• [REQUIREMENT]: Some lines in the records below may hold the word "graph"; give the number of those lines and nothing else.

━━━ EXERCISE INPUT

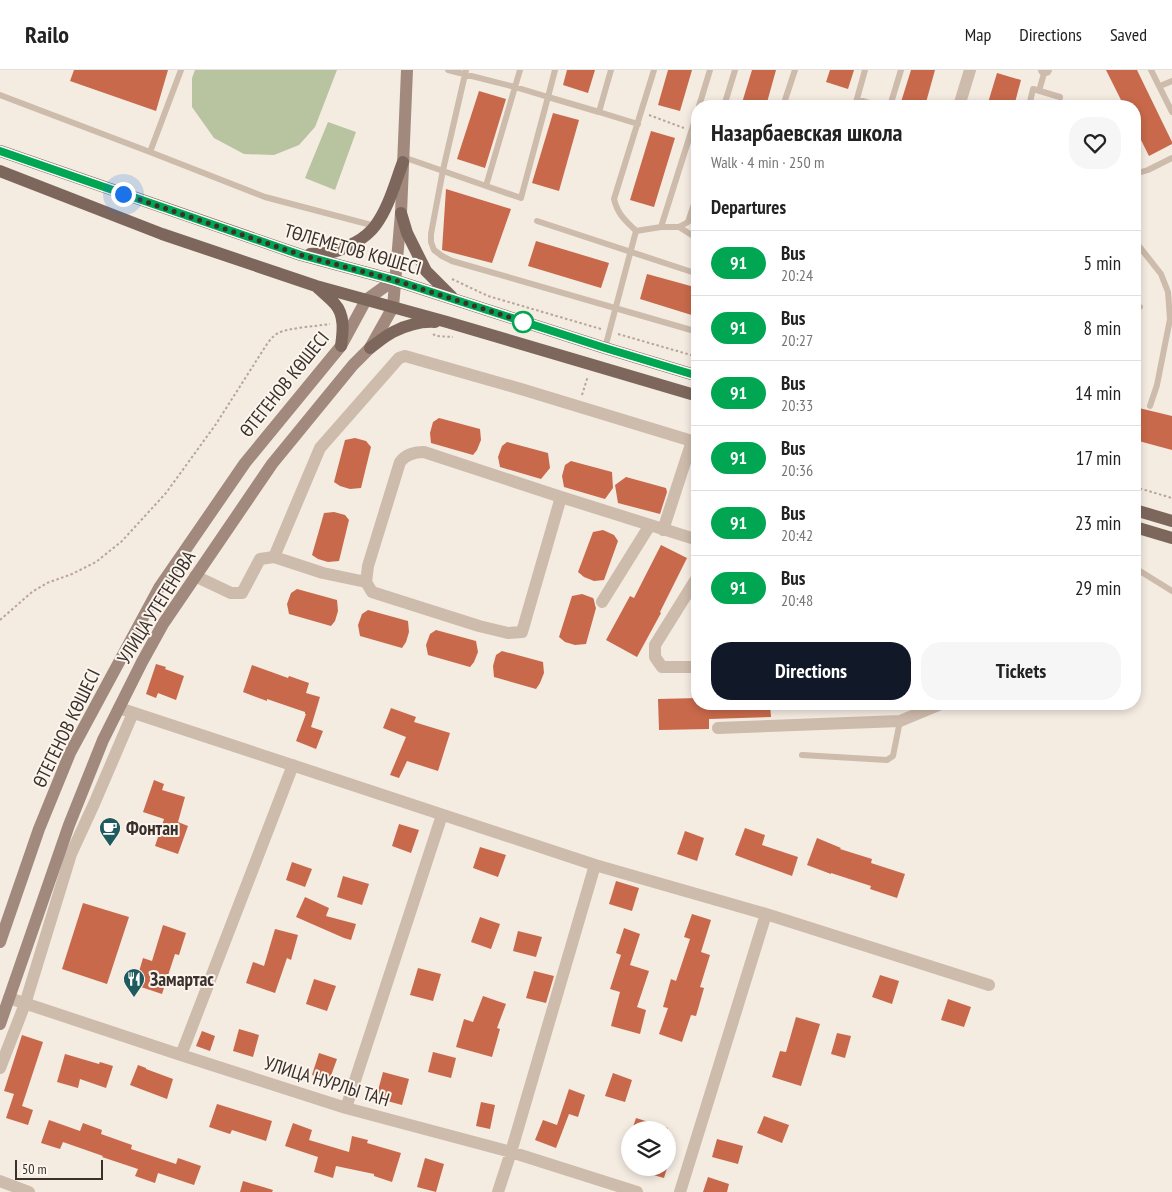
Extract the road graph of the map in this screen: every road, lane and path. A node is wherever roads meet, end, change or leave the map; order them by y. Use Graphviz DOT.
graph roads {
  1 [pos="181,70"];
  2 [pos="407,70"];
  3 [pos="448,70"];
  4 [pos="520,70"];
  5 [pos="555,70"];
  6 [pos="611,70"];
  7 [pos="654,70"];
  8 [pos="710,70"];
  9 [pos="735,70"];
  10 [pos="794,70"];
  11 [pos="865,70"];
  12 [pos="901,70"];
  13 [pos="970,70"];
  14 [pos="1045,70"];
  15 [pos="1151,70"];
  16 [pos="465,72"];
  17 [pos="1172,81"];
  18 [pos="1160,86"];
  19 [pos="515,87"];
  20 [pos="1039,91"];
  21 [pos="0,95"];
  22 [pos="548,97"];
  23 [pos="701,100"];
  24 [pos="726,100"];
  25 [pos="785,100"];
  26 [pos="857,100"];
  27 [pos="892,100"];
  28 [pos="961,100"];
  29 [pos="1030,100"];
  30 [pos="1059,100"];
  31 [pos="599,112"];
  32 [pos="642,112"];
  33 [pos="1172,112"];
  34 [pos="638,124"];
  35 [pos="691,130"];
  36 [pos="691,140"];
  37 [pos="0,151"];
  38 [pos="150,152"];
  39 [pos="1172,158"];
  40 [pos="403,160"];
  41 [pos="443,170"];
  42 [pos="0,171"];
  43 [pos="1141,172"];
  44 [pos="486,186"];
  45 [pos="401,213"];
  46 [pos="691,213"];
  47 [pos="536,221"];
  48 [pos="375,226"];
  49 [pos="661,227"];
  50 [pos="679,227"];
  51 [pos="636,230"];
  52 [pos="691,235"];
  53 [pos="1141,249"];
  54 [pos="630,253"];
  55 [pos="301,255"];
  56 [pos="691,272"];
  57 [pos="448,276"];
  58 [pos="394,280"];
  59 [pos="316,286"];
  60 [pos="454,299"];
  61 [pos="366,300"];
  62 [pos="393,307"];
  63 [pos="616,308"];
  64 [pos="447,322"];
  65 [pos="342,323"];
  66 [pos="691,330"];
  67 [pos="610,332"];
  68 [pos="340,346"];
  69 [pos="370,348"];
  70 [pos="605,348"];
  71 [pos="691,355"];
  72 [pos="691,374"];
  73 [pos="588,376"];
  74 [pos="691,394"];
  75 [pos="578,406"];
  76 [pos="1150,406"];
  77 [pos="691,441"];
  78 [pos="691,453"];
  79 [pos="1141,489"];
  80 [pos="561,497"];
  81 [pos="1172,498"];
  82 [pos="1141,512"];
  83 [pos="1172,522"];
  84 [pos="650,525"];
  85 [pos="1141,529"];
  86 [pos="664,530"];
  87 [pos="691,538"];
  88 [pos="1172,538"];
  89 [pos="274,557"];
  90 [pos="1141,572"];
  91 [pos="196,576"];
  92 [pos="366,582"];
  93 [pos="691,587"];
  94 [pos="1172,592"];
  95 [pos="602,602"];
  96 [pos="0,620"];
  97 [pos="691,667"];
  98 [pos="119,708"];
  99 [pos="927,710"];
  100 [pos="133,713"];
  101 [pos="900,721"];
  102 [pos="718,728"];
  103 [pos="802,755"];
  104 [pos="293,765"];
  105 [pos="442,815"];
  106 [pos="594,865"];
  107 [pos="766,914"];
  108 [pos="0,942"];
  109 [pos="989,985"];
  110 [pos="9,998"];
  111 [pos="25,1004"];
  112 [pos="0,1024"];
  113 [pos="181,1055"];
  114 [pos="0,1068"];
  115 [pos="346,1108"];
  116 [pos="511,1152"];
  117 [pos="0,1180"];
  118 [pos="29,1192"];
  119 [pos="498,1192"];
  120 [pos="637,1192"];
  121 [pos="680,1192"];
  1 -- 38 [label="lane"];
  2 -- 40 [label="main road, УЛИЦА УТЕГЕНОВА"];
  3 -- 16 [label="lane"];
  4 -- 19 [label="lane"];
  5 -- 22 [label="lane"];
  6 -- 31 [label="lane"];
  7 -- 32 [label="lane"];
  8 -- 23 [label="lane"];
  9 -- 24 [label="lane"];
  10 -- 25 [label="lane"];
  11 -- 26 [label="lane"];
  12 -- 27 [label="lane"];
  13 -- 28 [label="street"];
  14 -- 20 [label="lane"];
  15 -- 18 [label="lane"];
  16 -- 19 [label="lane"];
  16 -- 41 [label="lane"];
  17 -- 18 [label="lane"];
  18 -- 33 [label="lane"];
  19 -- 22 [label="lane"];
  19 -- 44 [label="lane"];
  20 -- 29 [label="lane"];
  20 -- 30 [label="lane"];
  21 -- 38 [label="lane"];
  22 -- 31 [label="lane"];
  22 -- 44 [label="lane"];
  31 -- 34 [label="lane"];
  32 -- 34 [label="lane"];
  32 -- 35 [label="path"];
  34 -- 51 [label="lane"];
  36 -- 49 [label="lane"];
  37 -- 55 [label="main road, ТӨЛЕМЕТОВ КӨШЕСІ"];
  38 -- 48 [label="lane"];
  39 -- 43 [label="lane"];
  40 -- 41 [label="lane"];
  40 -- 45 [label="main road, УЛИЦА УТЕГЕНОВА"];
  40 -- 48 [label="main road"];
  41 -- 44 [label="lane"];
  41 -- 63 [label="lane"];
  42 -- 59 [label="main road"];
  45 -- 58 [label="main road, УЛИЦА УТЕГЕНОВА"];
  45 -- 60 [label="main road"];
  46 -- 50 [label="lane"];
  47 -- 54 [label="lane"];
  48 -- 55 [label="main road"];
  49 -- 50 [label="lane"];
  49 -- 51 [label="lane"];
  50 -- 52 [label="lane"];
  51 -- 54 [label="lane"];
  53 -- 76 [label="lane"];
  54 -- 56 [label="lane"];
  54 -- 63 [label="lane"];
  55 -- 58 [label="main road, ТӨЛЕМЕТОВ КӨШЕСІ"];
  57 -- 67 [label="path"];
  58 -- 60 [label="main road, ТӨЛЕМЕТОВ КӨШЕСІ"];
  58 -- 61 [label="main road"];
  58 -- 62 [label="main road, УЛИЦА УТЕГЕНОВА"];
  59 -- 61 [label="main road"];
  59 -- 65 [label="main road"];
  60 -- 70 [label="main road, ТӨЛЕМЕТОВ КӨШЕСІ"];
  61 -- 62 [label="main road"];
  61 -- 68 [label="main road, ӨТЕГЕНОВ КӨШЕСІ"];
  62 -- 64 [label="main road"];
  62 -- 69 [label="main road, УЛИЦА УТЕГЕНОВА"];
  63 -- 66 [label="lane"];
  63 -- 67 [label="lane"];
  64 -- 69 [label="main road"];
  64 -- 74 [label="main road"];
  65 -- 68 [label="main road"];
  65 -- 96 [label="path"];
  67 -- 70 [label="lane"];
  67 -- 71 [label="path"];
  68 -- 108 [label="main road, ӨТЕГЕНОВ КӨШЕСІ"];
  69 -- 91 [label="main road, УЛИЦА УТЕГЕНОВА"];
  70 -- 72 [label="main road, ТӨЛЕМЕТОВ КӨШЕСІ"];
  73 -- 75 [label="path"];
  75 -- 77 [label="street"];
  75 -- 89 [label="street"];
  78 -- 86 [label="street"];
  79 -- 81 [label="path"];
  80 -- 84 [label="street"];
  80 -- 92 [label="street"];
  80 -- 92 [label="street"];
  82 -- 83 [label="main road"];
  84 -- 86 [label="street"];
  84 -- 95 [label="street"];
  85 -- 88 [label="main road"];
  86 -- 87 [label="street"];
  89 -- 91 [label="street"];
  89 -- 92 [label="street"];
  90 -- 94 [label="lane"];
  91 -- 98 [label="main road, УЛИЦА УТЕГЕНОВА"];
  93 -- 97 [label="street"];
  98 -- 100 [label="street"];
  98 -- 110 [label="main road, УЛИЦА УТЕГЕНОВА"];
  99 -- 101 [label="street"];
  100 -- 104 [label="street"];
  100 -- 111 [label="street"];
  101 -- 102 [label="street"];
  101 -- 103 [label="lane"];
  104 -- 105 [label="street"];
  104 -- 113 [label="street"];
  105 -- 106 [label="street"];
  105 -- 115 [label="street"];
  106 -- 107 [label="street"];
  106 -- 116 [label="street"];
  107 -- 109 [label="street"];
  107 -- 121 [label="street"];
  110 -- 111 [label="street, УЛИЦА НУРЛЫ ТАН"];
  110 -- 112 [label="main road, УЛИЦА УТЕГЕНОВА"];
  111 -- 113 [label="street, УЛИЦА НУРЛЫ ТАН"];
  111 -- 114 [label="street"];
  113 -- 115 [label="street, УЛИЦА НУРЛЫ ТАН"];
  115 -- 116 [label="street, УЛИЦА НУРЛЫ ТАН"];
  116 -- 119 [label="street"];
  116 -- 120 [label="street, УЛИЦА НУРЛЫ ТАН"];
  117 -- 118 [label="street"];
}
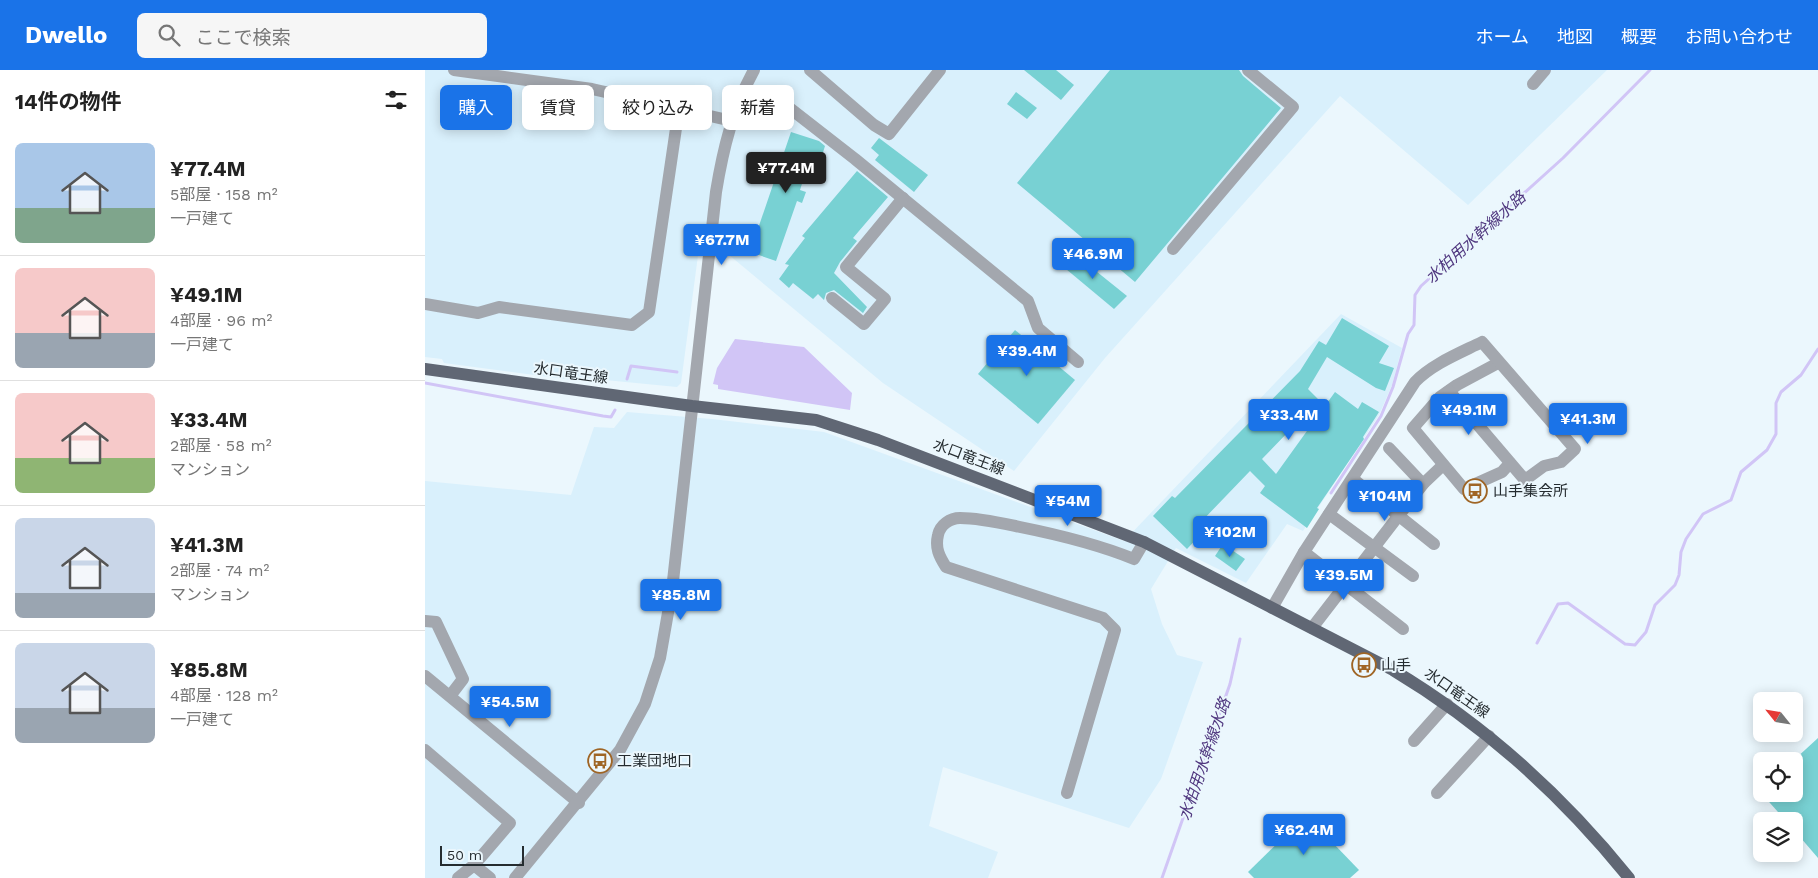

━━━━━━

• [WRITTEN ANSWER]: 2